O segundo não me pegou pela conversa. Mas todos falavam tão bem dele. Eu não achava nada. Fiquei com ele, comecei a achar tudo. Tudo o que eu podia inventar. O mistério me ajudava. Eu achava que aquilo era finalmente a minha paixão da adolescência. E achava isso até anteontem, já que a pandemia me fez estar com dezesseis anos ainda. Eu não sei se ele gosta de mim, eu já tive sinais mais claros do que o nada. E mesmo com isso eu nunca cedi. Não sou contraditória, eu somente exerço o meu direito de ser humana. Hoje. De ser humana hoje, na pós-modernidade. Se agora é impossível ser, especialmente por a condição que carrego (ser mulher, mas é segredo), eu não sei se em algum tempo histórico o amor foi vivido plenamente. E a resposta é não. Os religiosos diriam que o único amor pleno é o amor de Deus. Os espíritas diriam que o amor mais próximo do amor de Deus é o amor de mãe. Concordo, mesmo que eu não acredite em Deus. Mas eu acredito em mães. E eu diria que talvez a gente não saiba amar, mesmo que tudo gire em torno disso. Talvez só a paixão exista. E o que chamamos de amor possivelmente é a paixão domesticada. Eu não sei. Eu não sei como cheguei aos vinte ainda nessa ladainha. Deve ser mesmo incurável. Ainda bem que eu não vim em busca da cura, e sim do convívio com a doença.

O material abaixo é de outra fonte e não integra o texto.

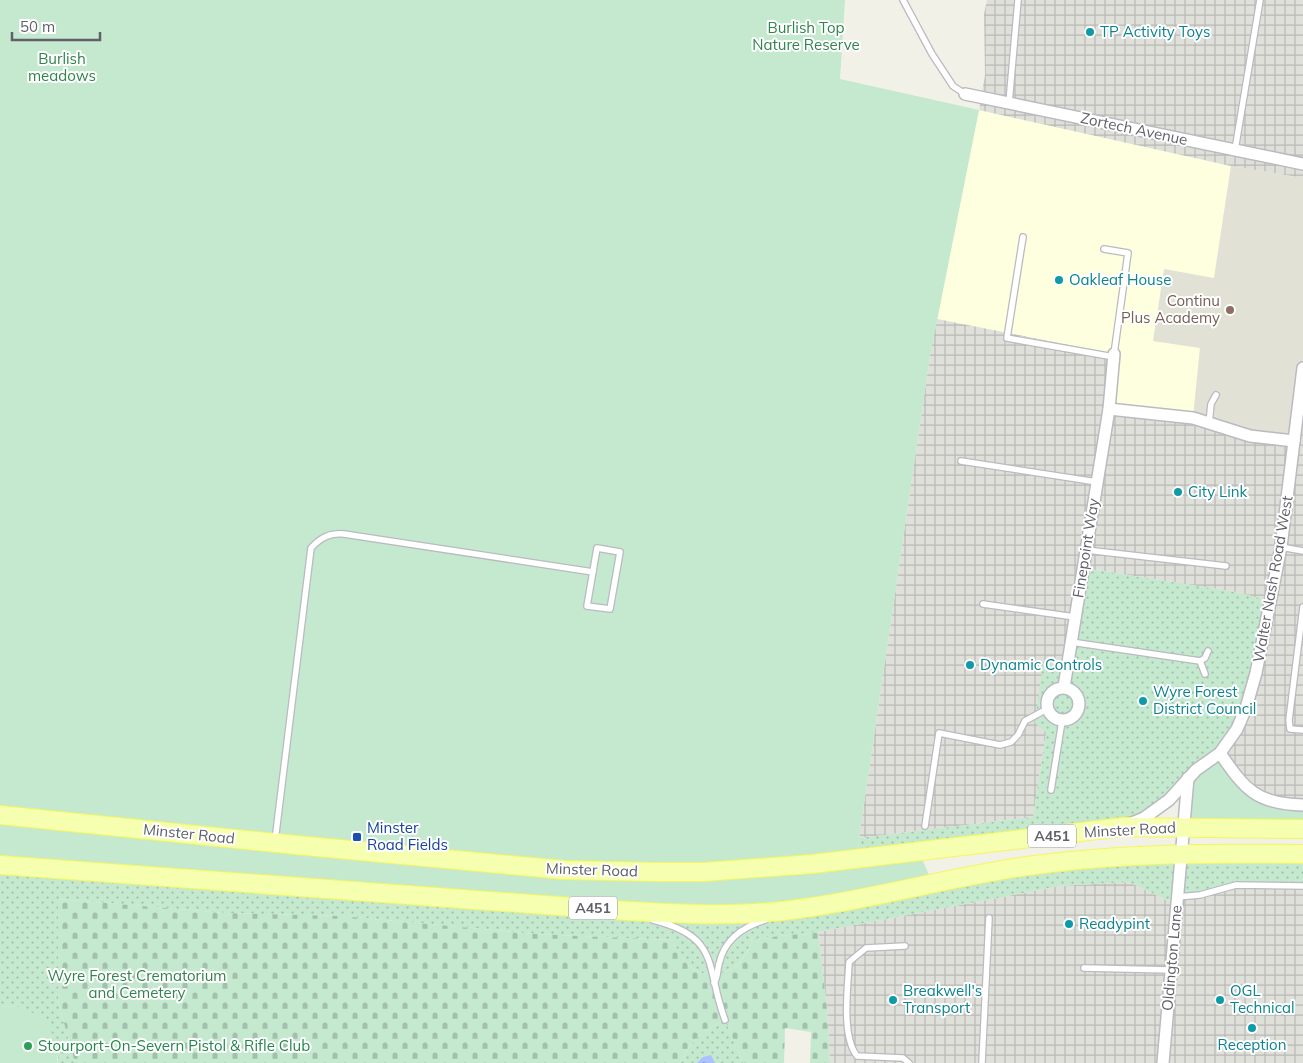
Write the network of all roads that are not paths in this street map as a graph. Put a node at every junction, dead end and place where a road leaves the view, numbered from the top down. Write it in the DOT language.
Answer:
graph roads {
  1 [pos="903,0"];
  2 [pos="1018,0"];
  3 [pos="1260,0"];
  4 [pos="965,94"];
  5 [pos="1008,103"];
  6 [pos="1235,150"];
  7 [pos="1303,164"];
  8 [pos="1023,237"];
  9 [pos="1104,249"];
  10 [pos="1114,356"];
  11 [pos="1303,368"];
  12 [pos="1216,395"];
  13 [pos="1109,409"];
  14 [pos="1209,423"];
  15 [pos="1298,442"];
  16 [pos="961,461"];
  17 [pos="1097,482"];
  18 [pos="1281,547"];
  19 [pos="1086,550"];
  20 [pos="1303,551"];
  21 [pos="1226,566"];
  22 [pos="593,572"];
  23 [pos="983,604"];
  24 [pos="1303,607"];
  25 [pos="1075,617"];
  26 [pos="1072,642"];
  27 [pos="1208,651"];
  28 [pos="1200,661"];
  29 [pos="1205,674"];
  30 [pos="1064,688"];
  31 [pos="1047,709"];
  32 [pos="1062,721"];
  33 [pos="1303,730"];
  34 [pos="1220,753"];
  35 [pos="1188,778"];
  36 [pos="1051,790"];
  37 [pos="1303,805"];
  38 [pos="0,815"];
  39 [pos="925,826"];
  40 [pos="1123,827"];
  41 [pos="1185,827"];
  42 [pos="1303,829"];
  43 [pos="275,843"];
  44 [pos="1183,854"];
  45 [pos="1303,854"];
  46 [pos="0,865"];
  47 [pos="1303,886"];
  48 [pos="1177,896"];
  49 [pos="804,908"];
  50 [pos="613,910"];
  51 [pos="989,918"];
  52 [pos="905,946"];
  53 [pos="1084,968"];
  54 [pos="1171,970"];
  55 [pos="714,983"];
  56 [pos="725,1020"];
  57 [pos="909,1063"];
  58 [pos="982,1063"];
  59 [pos="1163,1063"];
  1 -- 4 [label="lane"];
  2 -- 5 [label="lane"];
  3 -- 6 [label="lane"];
  4 -- 5 [label="street, Zortech Avenue"];
  5 -- 6 [label="street, Zortech Avenue"];
  6 -- 7 [label="street, Zortech Avenue"];
  8 -- 10 [label="lane"];
  9 -- 10 [label="lane"];
  10 -- 13 [label="street, Finepoint Way"];
  11 -- 15 [label="street, Walter Nash Road West"];
  12 -- 14 [label="lane"];
  13 -- 14 [label="street"];
  13 -- 17 [label="street, Finepoint Way"];
  14 -- 15 [label="street"];
  15 -- 18 [label="street, Walter Nash Road West"];
  16 -- 17 [label="lane"];
  17 -- 19 [label="street, Finepoint Way"];
  18 -- 20 [label="lane"];
  18 -- 34 [label="street, Walter Nash Road West"];
  19 -- 21 [label="lane"];
  19 -- 25 [label="street, Finepoint Way"];
  22 -- 22 [label="lane"];
  22 -- 43 [label="lane"];
  23 -- 25 [label="lane"];
  24 -- 33 [label="lane"];
  25 -- 26 [label="street, Finepoint Way"];
  26 -- 28 [label="lane"];
  26 -- 30 [label="street, Finepoint Way"];
  27 -- 28 [label="lane"];
  28 -- 29 [label="lane"];
  30 -- 31 [label="street"];
  30 -- 32 [label="street"];
  31 -- 32 [label="street"];
  31 -- 39 [label="lane"];
  32 -- 36 [label="lane"];
  34 -- 35 [label="street, Walter Nash Road West"];
  34 -- 37 [label="street"];
  35 -- 40 [label="street, Walter Nash Road West"];
  35 -- 41 [label="street"];
  38 -- 43 [label="main road, Minster Road / A451"];
  40 -- 41 [label="main road, Minster Road / A451"];
  40 -- 43 [label="main road, Minster Road / A451"];
  41 -- 42 [label="main road, A451"];
  41 -- 44 [label="street, Oldington Lane"];
  44 -- 45 [label="main road, A451"];
  44 -- 48 [label="street, Oldington Lane"];
  44 -- 49 [label="main road, Minster Road / A451"];
  46 -- 50 [label="main road, Minster Road / A451"];
  47 -- 48 [label="lane"];
  48 -- 54 [label="street, Oldington Lane"];
  49 -- 50 [label="main road, Minster Road / A451"];
  49 -- 55 [label="lane"];
  50 -- 55 [label="lane"];
  51 -- 58 [label="lane"];
  52 -- 57 [label="lane"];
  53 -- 54 [label="lane"];
  54 -- 59 [label="street, Oldington Lane"];
  55 -- 56 [label="lane"];
}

As últimas horas me lembraram disso tudo. Que eu ainda sou muito parecida comigo. Que eu ainda sou tão medrosa que prefiro estar em outro estado só pra deixar queimar o que eu nem fui atrás de sentir. Tudo me apavora, menos a ideia. Eu não faria nada contigo, a não ser te ver por poucas horas — com meus olhos, quando eles ajustassem o foco, com minhas mãos que escrevem e com meus lábios que eu nem sei se falariam. Eu que nunca gostei de despedidas sou adepta de partir, pois só assim pra poder chegar um tanto mais viva. De novo e de novo.

Eu não sei o que será de mim quando eu me permitir, mas não imagino quem teria tamanha coragem.